Canadian swimmer (born 2002)

Jade Hannah (born 24 January 2002) is a Canadian swimmer. She competed at the 2017 World Junior Swimming Championships in Indianapolis where she was part of a Canadian team that set the junior world record and championship record in the girl's 4×100 m medley.

==Career==
In the 2017 World Junior Swimming Championships, Hannah won four medals at the world junior championships, including three gold and one bronze. She was the reigning junior co-world champion in the 50 m backstroke and won a bronze in the 100 m backstroke.
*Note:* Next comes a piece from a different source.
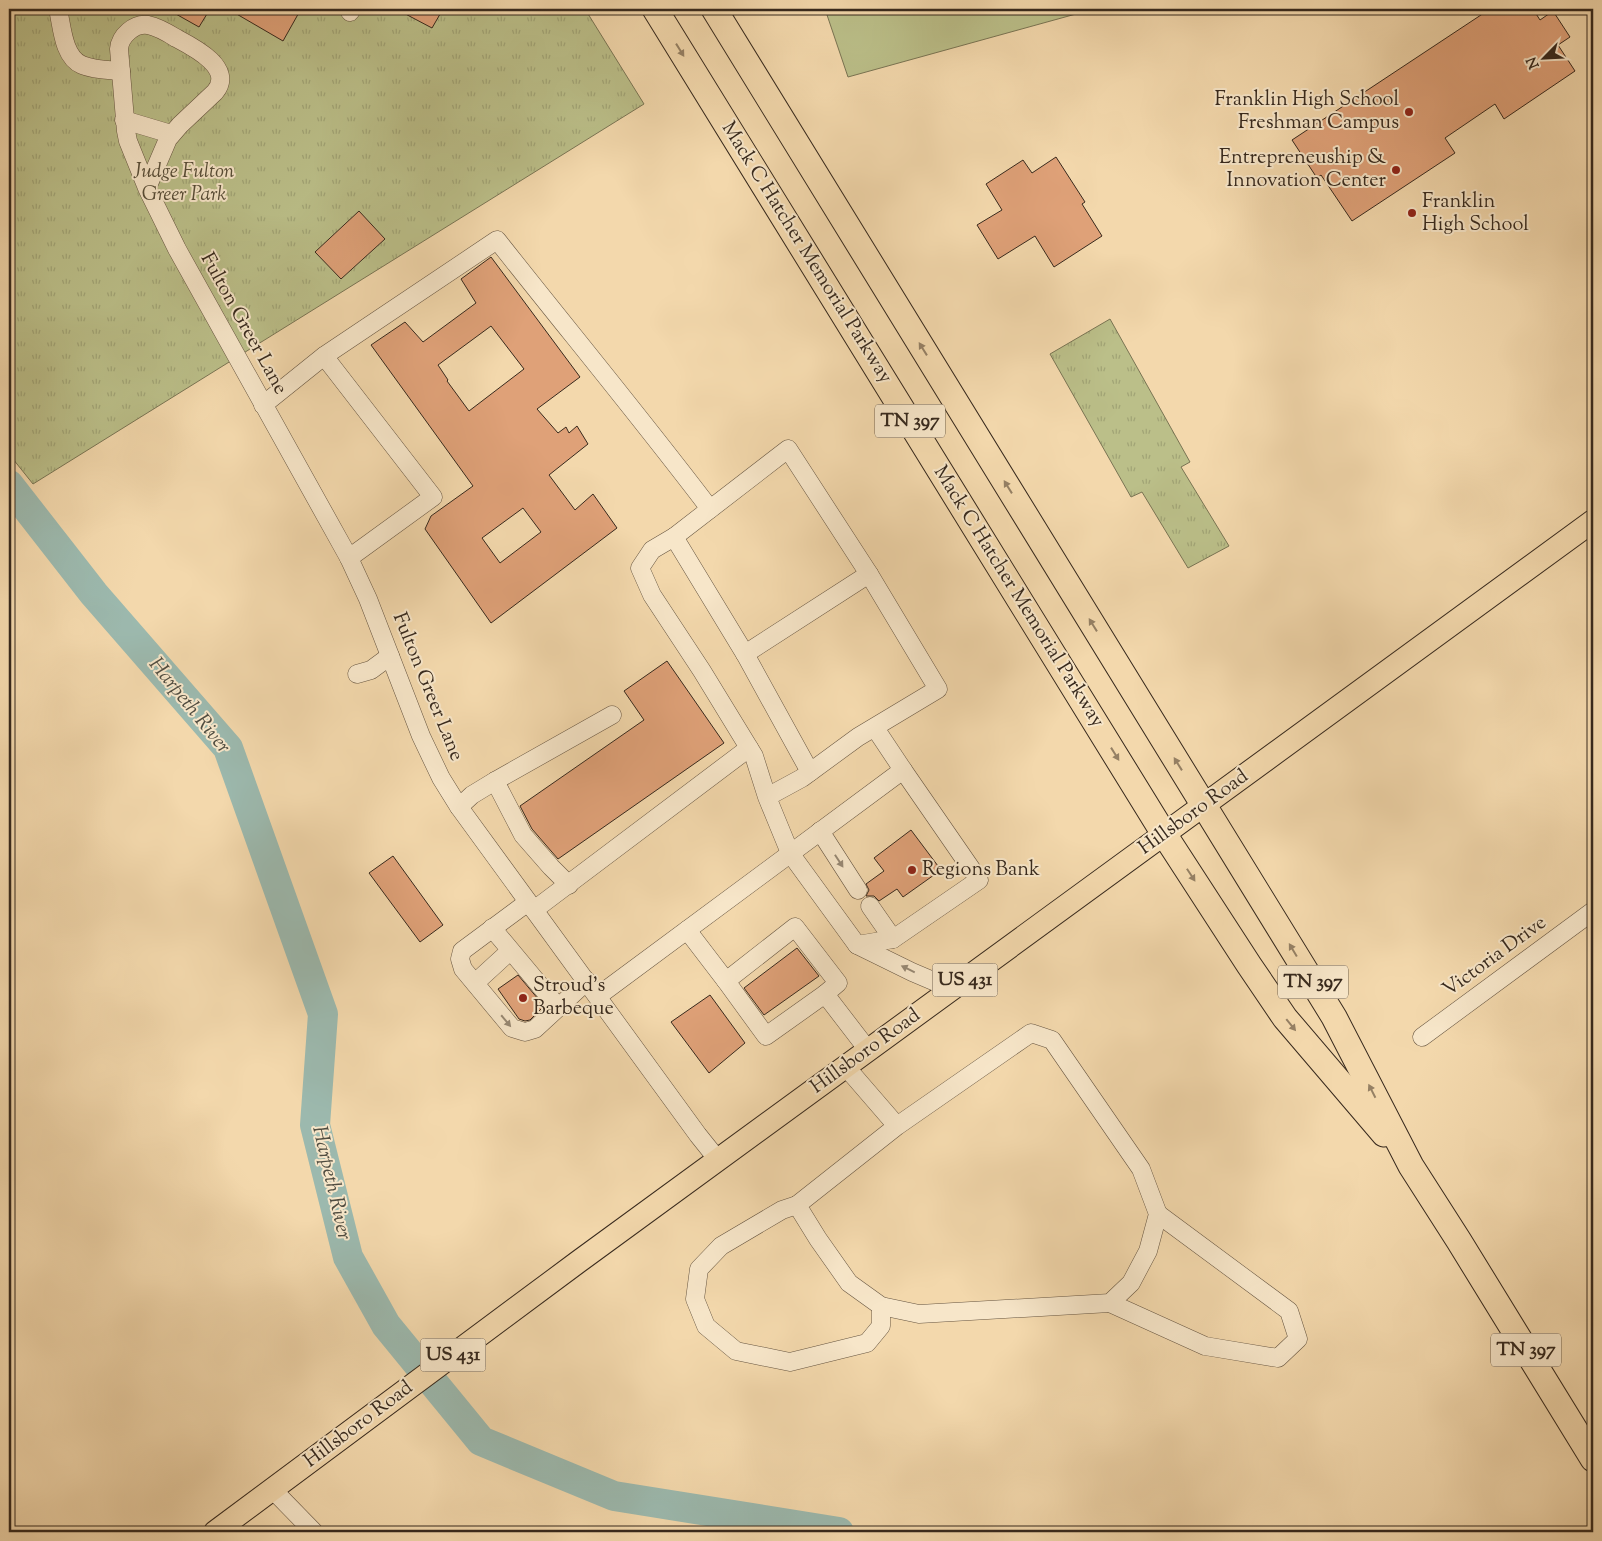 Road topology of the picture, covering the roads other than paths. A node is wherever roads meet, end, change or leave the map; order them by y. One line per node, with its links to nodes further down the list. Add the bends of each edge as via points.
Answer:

Hannah added to her world junior medal haul when she added two golds at the 2019 World Junior Swimming Championships in the 100 m and 200 m backstroke, as well as a silver in the 50 m backstroke. She also won two more bronze in the 4×100 m medley and 4×100 m mixed medley. This brought her career world junior total to five gold, one silver and three bronze medals, a sum of nine in all. In September 2017, Hannah was named to Canada's 2018 Commonwealth Games team.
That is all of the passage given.